→ **Action item**:
Below are entries to reproduce exactly, apart from their pictures.

→ **Extracted information**:

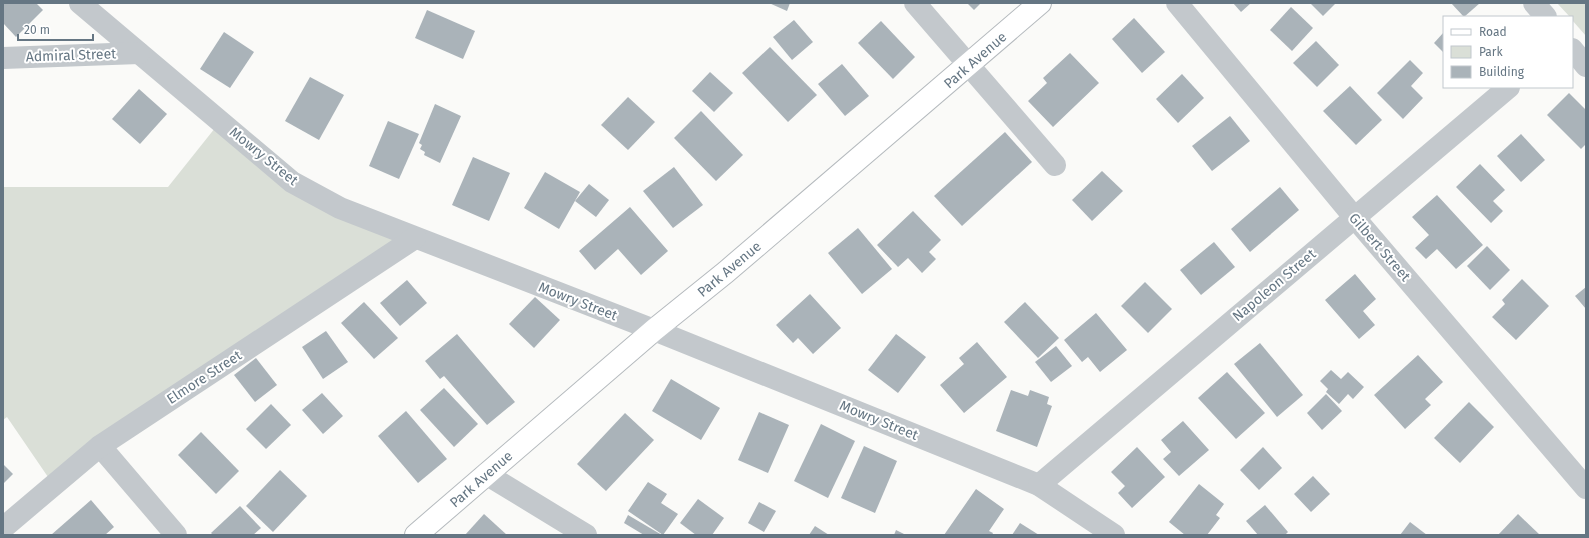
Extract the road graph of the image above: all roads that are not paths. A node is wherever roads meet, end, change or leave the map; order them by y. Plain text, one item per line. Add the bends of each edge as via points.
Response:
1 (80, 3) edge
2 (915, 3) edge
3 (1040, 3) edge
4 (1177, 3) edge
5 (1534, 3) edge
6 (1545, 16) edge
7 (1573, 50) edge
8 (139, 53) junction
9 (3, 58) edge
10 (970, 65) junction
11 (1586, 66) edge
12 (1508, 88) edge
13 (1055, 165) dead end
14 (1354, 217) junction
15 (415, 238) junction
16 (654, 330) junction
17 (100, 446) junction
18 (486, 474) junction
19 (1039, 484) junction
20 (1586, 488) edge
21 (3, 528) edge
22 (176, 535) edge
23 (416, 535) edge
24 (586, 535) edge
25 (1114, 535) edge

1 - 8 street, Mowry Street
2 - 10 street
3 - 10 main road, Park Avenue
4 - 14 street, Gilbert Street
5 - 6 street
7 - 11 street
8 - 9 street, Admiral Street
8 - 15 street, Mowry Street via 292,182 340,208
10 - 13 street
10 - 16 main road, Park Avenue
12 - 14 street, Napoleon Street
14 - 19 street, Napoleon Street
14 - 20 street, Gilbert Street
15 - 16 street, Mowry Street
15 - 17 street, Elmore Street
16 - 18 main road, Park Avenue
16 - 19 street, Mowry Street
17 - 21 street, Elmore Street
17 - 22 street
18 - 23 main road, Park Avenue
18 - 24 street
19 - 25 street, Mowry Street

→ **Solved exercise**:
Extract the road graph of the image above: all roads that are not paths. A node is wherever roads meet, end, change or leave the map; order them by y. Plain text, one item per line. Add the bends of each edge as via points.
Response:
1 (80, 3) edge
2 (915, 3) edge
3 (1040, 3) edge
4 (1177, 3) edge
5 (1534, 3) edge
6 (1545, 16) edge
7 (1573, 50) edge
8 (139, 53) junction
9 (3, 58) edge
10 (970, 65) junction
11 (1586, 66) edge
12 (1508, 88) edge
13 (1055, 165) dead end
14 (1354, 217) junction
15 (415, 238) junction
16 (654, 330) junction
17 (100, 446) junction
18 (486, 474) junction
19 (1039, 484) junction
20 (1586, 488) edge
21 (3, 528) edge
22 (176, 535) edge
23 (416, 535) edge
24 (586, 535) edge
25 (1114, 535) edge

1 - 8 street, Mowry Street
2 - 10 street
3 - 10 main road, Park Avenue
4 - 14 street, Gilbert Street
5 - 6 street
7 - 11 street
8 - 9 street, Admiral Street
8 - 15 street, Mowry Street via 292,182 340,208
10 - 13 street
10 - 16 main road, Park Avenue
12 - 14 street, Napoleon Street
14 - 19 street, Napoleon Street
14 - 20 street, Gilbert Street
15 - 16 street, Mowry Street
15 - 17 street, Elmore Street
16 - 18 main road, Park Avenue
16 - 19 street, Mowry Street
17 - 21 street, Elmore Street
17 - 22 street
18 - 23 main road, Park Avenue
18 - 24 street
19 - 25 street, Mowry Street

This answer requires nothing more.